Su Thomas Harris c’è da dire che, dopo il successo del film Il silenzio degli innocenti, Il delitto della terza luna è stato ristampato con il titolo originale, Red Dragon, ed è così che probabilmente alcuni di voi lo conoscono. E’ il primo libro in cui compaiono Hannibal Lecter e Will Graham.
Su Stephen King potrei aprire un capitolo a parte, come probabilmente molti di voi. Mi limiterò però per ovvi motivi a citare alcuni dei racconti che mi hanno segnato quanto, o più, del romanzo: Stand By me, ricordo di un’estate, dalla raccolta omonima. Leggo e rileggo sempre con il medesimo piacere anche il racconto nel racconto, quello scritto dal protagonista Gordon Lachance, Stud City, un capolavoro nel capolavoro. Sempre della stessa raccolta non posso dimenticare Il metodo di respirazione, con la sua gelida notte newyorkese, il suo goticissimo club e l’oscuro e impeccabile maggiordomo Stevens. Ci sono poi Turno di notte, da A volte tornano, e La nebbia, da Scheletri.

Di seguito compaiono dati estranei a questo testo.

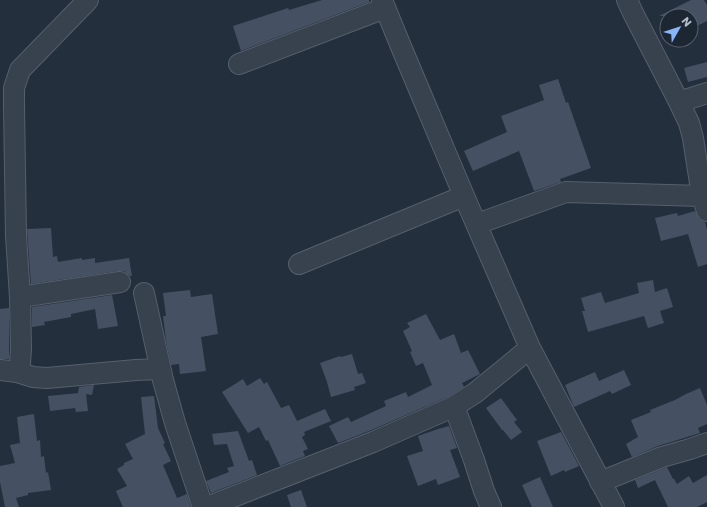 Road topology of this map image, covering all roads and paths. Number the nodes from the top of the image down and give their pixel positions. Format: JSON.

Di questi romanzi e racconti la cosa che mi ha sempre colpito di più è la palese prevalenza della storia sullo stile. Non trovo in essi nessun orpello letterario, nessun compiacimento della scrittura. Non all’apparenza, almeno. La storia è tutto: la storia pura e semplice, nuda e cruda, con tutta la sua irresistibile forza. Frasi semplici e asciutte, nessuna parola superflua. Ho letto ciascuno di questi romanzi e racconti più di una volta, e non mi sono mai annoiato. Ogni volta come la prima. Ogni volta un nuovo giro sull’ottovolante, una discesa tra le rapide con la corrente che mi afferra alla prima pagina e non mi lascia andare prima dell’ultima. Quanto mi sarebbe piaciuto saper scrivere così.
I puristi senz’altro storceranno il naso. A mia discolpa posso dire che anche io, con il passare del tempo, ho letto e apprezzato romanzi e racconti più complessi, autori più “alti”, opere in cui la scrittura – lo stile, appunto – costituisce un valore in sé. Ho letto Carver ed Hemingway, Garcia Marquez e Isabel Allende, ho amato ed amo Pennac e Houellebecq, Lobo Antunes e Philippe Delerm e dozzine di altri di cui adesso, guarda caso, non ricordo il nome. Eppure nessuno di questi mi ha mai dato la stessa emozione, nessuno ha provocato in me la stessa spinta all’emulazione, lo stesso desiderio di inventare storie, di creare, di mettere la scrittura al centro della mia vita.
Questi sì. Per cui devo ammettere, contro ogni mia pretesa intellettuale e contro tutta la mia formazione classica e universitaria, che queste sono le storie – e i libri – che mi hanno formato di più. Gli altri, gli innumerevoli altri, tutto il resto delle mie pur numerose letture, sono state solo il frutto di una piacevole abitudine. Come direbbe Pieraccioni, “fanno volume”.